Değişen ve gelişen çağdaş hayatta sosyal birer varlık olmanın gereklerini yerine getirebilmek de kendini tanımadan geçmez mi? İnsan kendini tanımadan başkalarını tanıyamaz, tanımadan da ilgi duyamaz ve ilişki kuramaz. Güçlü ve zayıf yanlarını bilen bir kişi ile böylesi bir bilgiden yoksun diğer bir kişinin insanlara yaklaşımı aynı olabilir mi? Hoşgörü, anlayış, kabullenme, affetme, yardım etme vb. İnsanî duyguların hepsi kendini tanımayla şekillenir. Kişisel bütünlüğünü sağlamış, uzmanların ifadesiyle, özü ile düşünce, söz ve davranışları tutarlı olan bireylerin olaylara ve insanlara bakışları diğerlerinkinden farklı olacaktır.
Hayat denen bu yolculukta, kendine ve dolayısıyla diğerlerine iyi bir rehberlik etmenin sırrı özünü bilmeden geçmeli. Kendini bilip tanıyan, kişisel bütünlüğünü bu sayede sağlamış, kendine yabancılaşmaktan uzak, huzurlu bir ruh haline kavuşmuş bireyler olarak bu dünyaya bir şeyler verebiliriz ancak. Ancak bu sayede sağlıklı, birey olabilen çocuklar yetiştirebilir, bu sayede insanlık adına sağlam adımlar atabiliriz. Çatışmalarla, sürtüşmelerle, zikzaklarla kaplı bir ruh hali ile ve neyi niçin yaptığını bilemeyen bir "bilinçsizlikle" suyun üstüne yazı yazmaktan öteye gidemeyiz. Psikolojik yönden gelişen, dengeli, doyumlu insanlar mutludurlar ve mutlu ederler.

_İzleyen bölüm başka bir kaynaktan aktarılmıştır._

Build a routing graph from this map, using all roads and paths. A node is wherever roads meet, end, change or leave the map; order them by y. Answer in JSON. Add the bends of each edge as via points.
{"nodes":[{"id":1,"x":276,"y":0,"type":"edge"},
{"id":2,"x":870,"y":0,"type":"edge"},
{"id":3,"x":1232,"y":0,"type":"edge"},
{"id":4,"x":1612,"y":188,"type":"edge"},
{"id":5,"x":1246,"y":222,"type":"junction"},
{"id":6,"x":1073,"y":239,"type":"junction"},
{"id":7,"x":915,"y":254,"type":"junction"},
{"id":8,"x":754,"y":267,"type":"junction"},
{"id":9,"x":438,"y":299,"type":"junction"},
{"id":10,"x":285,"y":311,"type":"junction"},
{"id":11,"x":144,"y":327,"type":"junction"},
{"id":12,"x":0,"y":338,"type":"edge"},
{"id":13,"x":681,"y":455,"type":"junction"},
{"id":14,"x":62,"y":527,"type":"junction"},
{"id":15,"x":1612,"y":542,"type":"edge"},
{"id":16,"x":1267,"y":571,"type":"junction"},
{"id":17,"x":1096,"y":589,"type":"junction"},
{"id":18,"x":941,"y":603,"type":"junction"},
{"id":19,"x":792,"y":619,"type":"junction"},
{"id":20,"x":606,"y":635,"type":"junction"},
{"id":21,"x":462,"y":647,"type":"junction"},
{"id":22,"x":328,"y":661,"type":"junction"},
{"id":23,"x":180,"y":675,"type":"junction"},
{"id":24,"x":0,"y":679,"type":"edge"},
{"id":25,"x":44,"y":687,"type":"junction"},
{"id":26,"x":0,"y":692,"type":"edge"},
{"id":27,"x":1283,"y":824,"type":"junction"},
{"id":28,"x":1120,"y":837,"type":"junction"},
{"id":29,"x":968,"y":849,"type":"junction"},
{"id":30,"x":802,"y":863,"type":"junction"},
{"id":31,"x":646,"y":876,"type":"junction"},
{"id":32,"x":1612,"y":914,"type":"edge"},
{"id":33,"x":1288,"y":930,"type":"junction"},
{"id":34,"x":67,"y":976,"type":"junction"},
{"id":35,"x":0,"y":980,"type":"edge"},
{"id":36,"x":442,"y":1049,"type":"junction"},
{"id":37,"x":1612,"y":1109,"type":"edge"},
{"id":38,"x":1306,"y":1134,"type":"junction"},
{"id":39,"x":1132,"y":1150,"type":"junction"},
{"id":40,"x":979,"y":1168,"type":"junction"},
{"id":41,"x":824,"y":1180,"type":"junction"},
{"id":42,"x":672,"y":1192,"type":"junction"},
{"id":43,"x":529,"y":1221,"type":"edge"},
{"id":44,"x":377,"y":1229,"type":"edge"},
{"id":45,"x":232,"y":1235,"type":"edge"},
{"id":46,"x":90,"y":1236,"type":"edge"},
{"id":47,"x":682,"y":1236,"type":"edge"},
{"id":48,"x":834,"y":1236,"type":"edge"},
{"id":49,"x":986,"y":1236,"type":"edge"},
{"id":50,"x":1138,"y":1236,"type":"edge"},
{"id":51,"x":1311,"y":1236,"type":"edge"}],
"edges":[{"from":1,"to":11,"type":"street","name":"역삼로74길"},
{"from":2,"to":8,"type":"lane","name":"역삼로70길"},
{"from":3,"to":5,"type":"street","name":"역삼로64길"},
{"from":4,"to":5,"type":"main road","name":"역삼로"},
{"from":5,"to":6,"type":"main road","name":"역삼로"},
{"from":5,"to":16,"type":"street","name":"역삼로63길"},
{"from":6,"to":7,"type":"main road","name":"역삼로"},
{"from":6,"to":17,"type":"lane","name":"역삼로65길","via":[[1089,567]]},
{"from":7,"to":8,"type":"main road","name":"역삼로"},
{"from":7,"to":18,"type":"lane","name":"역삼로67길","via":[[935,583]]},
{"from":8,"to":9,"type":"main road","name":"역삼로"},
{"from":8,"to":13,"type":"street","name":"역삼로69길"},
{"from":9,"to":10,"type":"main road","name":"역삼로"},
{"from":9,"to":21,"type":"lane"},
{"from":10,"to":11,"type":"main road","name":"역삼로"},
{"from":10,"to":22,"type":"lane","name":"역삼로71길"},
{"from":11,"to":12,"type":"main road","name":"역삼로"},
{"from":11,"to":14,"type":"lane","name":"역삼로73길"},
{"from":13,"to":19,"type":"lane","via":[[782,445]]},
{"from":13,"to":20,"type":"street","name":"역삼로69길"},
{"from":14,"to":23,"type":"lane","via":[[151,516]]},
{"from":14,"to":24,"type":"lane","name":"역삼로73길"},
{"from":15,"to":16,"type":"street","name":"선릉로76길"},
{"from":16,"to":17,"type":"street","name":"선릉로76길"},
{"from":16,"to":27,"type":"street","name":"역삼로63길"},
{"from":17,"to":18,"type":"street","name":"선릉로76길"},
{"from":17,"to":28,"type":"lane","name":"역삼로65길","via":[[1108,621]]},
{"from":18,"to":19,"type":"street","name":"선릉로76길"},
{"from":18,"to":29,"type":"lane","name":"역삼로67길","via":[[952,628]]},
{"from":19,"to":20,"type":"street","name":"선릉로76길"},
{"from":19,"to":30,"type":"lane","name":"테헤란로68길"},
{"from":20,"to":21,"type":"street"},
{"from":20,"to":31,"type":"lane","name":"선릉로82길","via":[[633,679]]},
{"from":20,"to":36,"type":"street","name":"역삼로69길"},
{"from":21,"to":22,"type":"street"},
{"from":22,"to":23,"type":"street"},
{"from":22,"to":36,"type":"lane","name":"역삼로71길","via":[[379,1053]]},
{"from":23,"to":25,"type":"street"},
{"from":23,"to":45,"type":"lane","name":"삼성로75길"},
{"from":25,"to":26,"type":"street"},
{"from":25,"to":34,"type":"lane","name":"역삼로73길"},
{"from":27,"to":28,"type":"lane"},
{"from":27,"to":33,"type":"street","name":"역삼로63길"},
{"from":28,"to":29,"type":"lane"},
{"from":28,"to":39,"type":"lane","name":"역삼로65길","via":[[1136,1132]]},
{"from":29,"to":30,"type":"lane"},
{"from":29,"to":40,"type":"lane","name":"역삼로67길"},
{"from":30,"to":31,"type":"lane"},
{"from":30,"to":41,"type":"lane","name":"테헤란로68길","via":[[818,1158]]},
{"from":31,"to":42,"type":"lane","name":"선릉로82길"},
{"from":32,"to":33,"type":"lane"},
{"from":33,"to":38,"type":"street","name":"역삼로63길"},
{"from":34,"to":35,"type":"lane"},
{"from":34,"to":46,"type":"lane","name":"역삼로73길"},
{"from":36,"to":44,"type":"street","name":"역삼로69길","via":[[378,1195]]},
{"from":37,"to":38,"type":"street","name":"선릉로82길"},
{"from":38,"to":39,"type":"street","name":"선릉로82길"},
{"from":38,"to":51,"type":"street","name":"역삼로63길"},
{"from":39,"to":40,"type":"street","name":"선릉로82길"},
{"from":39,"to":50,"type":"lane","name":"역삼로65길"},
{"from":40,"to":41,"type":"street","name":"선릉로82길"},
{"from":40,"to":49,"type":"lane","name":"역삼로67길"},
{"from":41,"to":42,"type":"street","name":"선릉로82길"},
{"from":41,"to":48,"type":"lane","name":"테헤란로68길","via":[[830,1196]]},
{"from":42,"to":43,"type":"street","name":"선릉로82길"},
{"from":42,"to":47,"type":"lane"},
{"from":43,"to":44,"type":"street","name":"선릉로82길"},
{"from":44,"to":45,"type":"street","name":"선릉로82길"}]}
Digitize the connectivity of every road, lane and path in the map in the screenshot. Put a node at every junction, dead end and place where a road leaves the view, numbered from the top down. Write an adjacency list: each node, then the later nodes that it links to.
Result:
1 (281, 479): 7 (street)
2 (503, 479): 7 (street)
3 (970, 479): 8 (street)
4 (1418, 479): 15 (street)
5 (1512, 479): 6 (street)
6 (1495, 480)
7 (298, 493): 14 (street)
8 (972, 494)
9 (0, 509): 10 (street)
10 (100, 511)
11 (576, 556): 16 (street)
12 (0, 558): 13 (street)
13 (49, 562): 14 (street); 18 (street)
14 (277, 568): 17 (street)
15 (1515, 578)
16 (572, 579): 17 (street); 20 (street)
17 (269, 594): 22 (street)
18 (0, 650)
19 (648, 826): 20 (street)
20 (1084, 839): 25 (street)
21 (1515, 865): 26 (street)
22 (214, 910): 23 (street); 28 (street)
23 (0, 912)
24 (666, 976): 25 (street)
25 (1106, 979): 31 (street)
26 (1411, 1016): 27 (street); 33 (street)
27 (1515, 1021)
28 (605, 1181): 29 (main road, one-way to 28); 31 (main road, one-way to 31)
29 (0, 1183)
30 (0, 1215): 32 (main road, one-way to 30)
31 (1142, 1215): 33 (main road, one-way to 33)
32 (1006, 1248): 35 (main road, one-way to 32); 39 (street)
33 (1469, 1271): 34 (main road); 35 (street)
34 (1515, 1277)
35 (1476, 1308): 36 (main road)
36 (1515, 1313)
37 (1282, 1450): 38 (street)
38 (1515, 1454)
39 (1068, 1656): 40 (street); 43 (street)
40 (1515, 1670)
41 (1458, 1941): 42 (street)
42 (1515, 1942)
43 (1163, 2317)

Bütün bu söz edilenlerin temeli kendini tanımadır. Kısaca vizyon sahibi olabilmek, hayata dair bir plan çizebilmek vs. hepsi kendini tanımadan geçer. Kendimizi tanımamız demek, ayaklarımızın yere basması, dünyaya nerden, hangi pencerelerden baktığımızı bilmemiz demektir. Nerden ve nasıl bakıyorum? Ancak bu şekilde daha farklı, olanı araştırabilir, bulabiliriz. Aksi takdirde kaygan bir zeminde oraya buraya kaymaktan başka şansımız kalmaz.